Give back each entry unchanged, minus pictures.
═══ Material provided
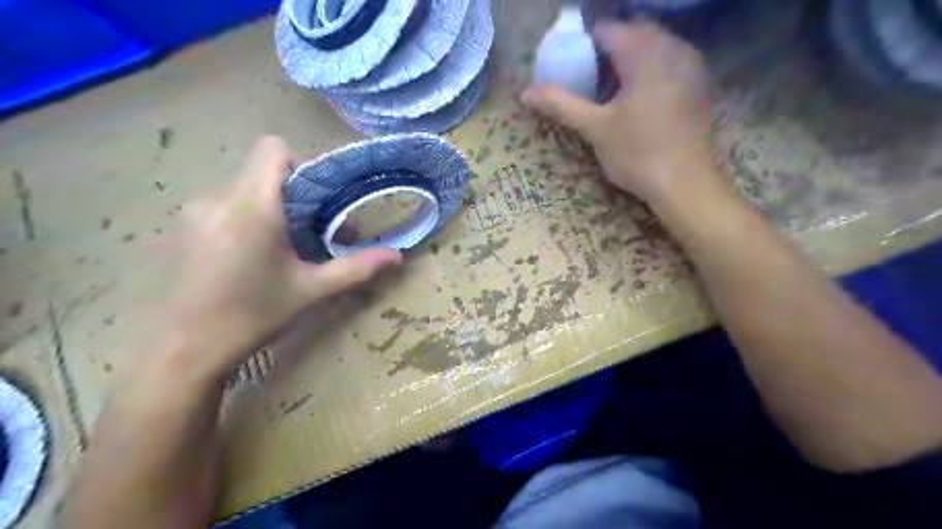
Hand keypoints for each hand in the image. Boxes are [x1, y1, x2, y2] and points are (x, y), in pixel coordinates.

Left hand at [148, 137, 397, 379]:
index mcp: (251, 206)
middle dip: (294, 195)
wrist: (181, 352)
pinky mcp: (181, 230)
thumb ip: (355, 268)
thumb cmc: (252, 316)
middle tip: (312, 233)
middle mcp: (216, 198)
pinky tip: (250, 260)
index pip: (273, 148)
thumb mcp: (310, 291)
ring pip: (244, 190)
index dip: (302, 164)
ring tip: (282, 250)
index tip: (319, 199)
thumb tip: (397, 256)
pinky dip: (246, 220)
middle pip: (262, 172)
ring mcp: (193, 213)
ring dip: (270, 210)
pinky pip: (223, 207)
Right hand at [523, 20, 721, 205]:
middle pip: (634, 33)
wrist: (685, 183)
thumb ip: (561, 105)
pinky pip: (671, 61)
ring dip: (631, 58)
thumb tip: (526, 93)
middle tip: (590, 77)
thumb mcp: (594, 129)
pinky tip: (640, 97)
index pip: (608, 30)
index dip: (585, 44)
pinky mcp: (699, 85)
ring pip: (655, 46)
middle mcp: (672, 49)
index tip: (572, 66)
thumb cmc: (637, 154)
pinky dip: (651, 69)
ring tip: (612, 88)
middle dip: (609, 49)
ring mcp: (691, 66)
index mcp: (644, 54)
══════
→ **Written solution**
Hand keypoints for each hand in the image. Boxes are [x1, y1, x2, y2] and points are (x, y), in pixel coordinates.

Left hand at [148, 137, 397, 379]:
index mcp: (251, 206)
middle dip: (294, 195)
wrist: (181, 352)
pinky mcp: (181, 230)
thumb ip: (355, 268)
thumb cmc: (252, 316)
middle tip: (312, 233)
middle mcp: (216, 198)
pinky tip: (250, 260)
index pip: (273, 148)
thumb mcp: (310, 291)
ring pip: (244, 190)
index dip: (302, 164)
ring tip: (282, 250)
index tip: (319, 199)
thumb tip: (397, 256)
pinky dip: (246, 220)
middle pip: (262, 172)
ring mcp: (193, 213)
ring dip: (270, 210)
pinky pip: (223, 207)
Right hand at [523, 20, 721, 205]:
middle pip: (634, 33)
wrist: (685, 183)
thumb ip: (561, 105)
pinky pip: (671, 61)
ring dip: (631, 58)
thumb tip: (526, 93)
middle tip: (590, 77)
thumb mcp: (594, 129)
pinky tip: (640, 97)
index pip: (608, 30)
index dip: (585, 44)
pinky mcp: (699, 85)
ring pip: (655, 46)
middle mcp: (672, 49)
index tip: (572, 66)
thumb cmc: (637, 154)
pinky dip: (651, 69)
ring tip: (612, 88)
middle dip: (609, 49)
ring mcp: (691, 66)
index mcp: (644, 54)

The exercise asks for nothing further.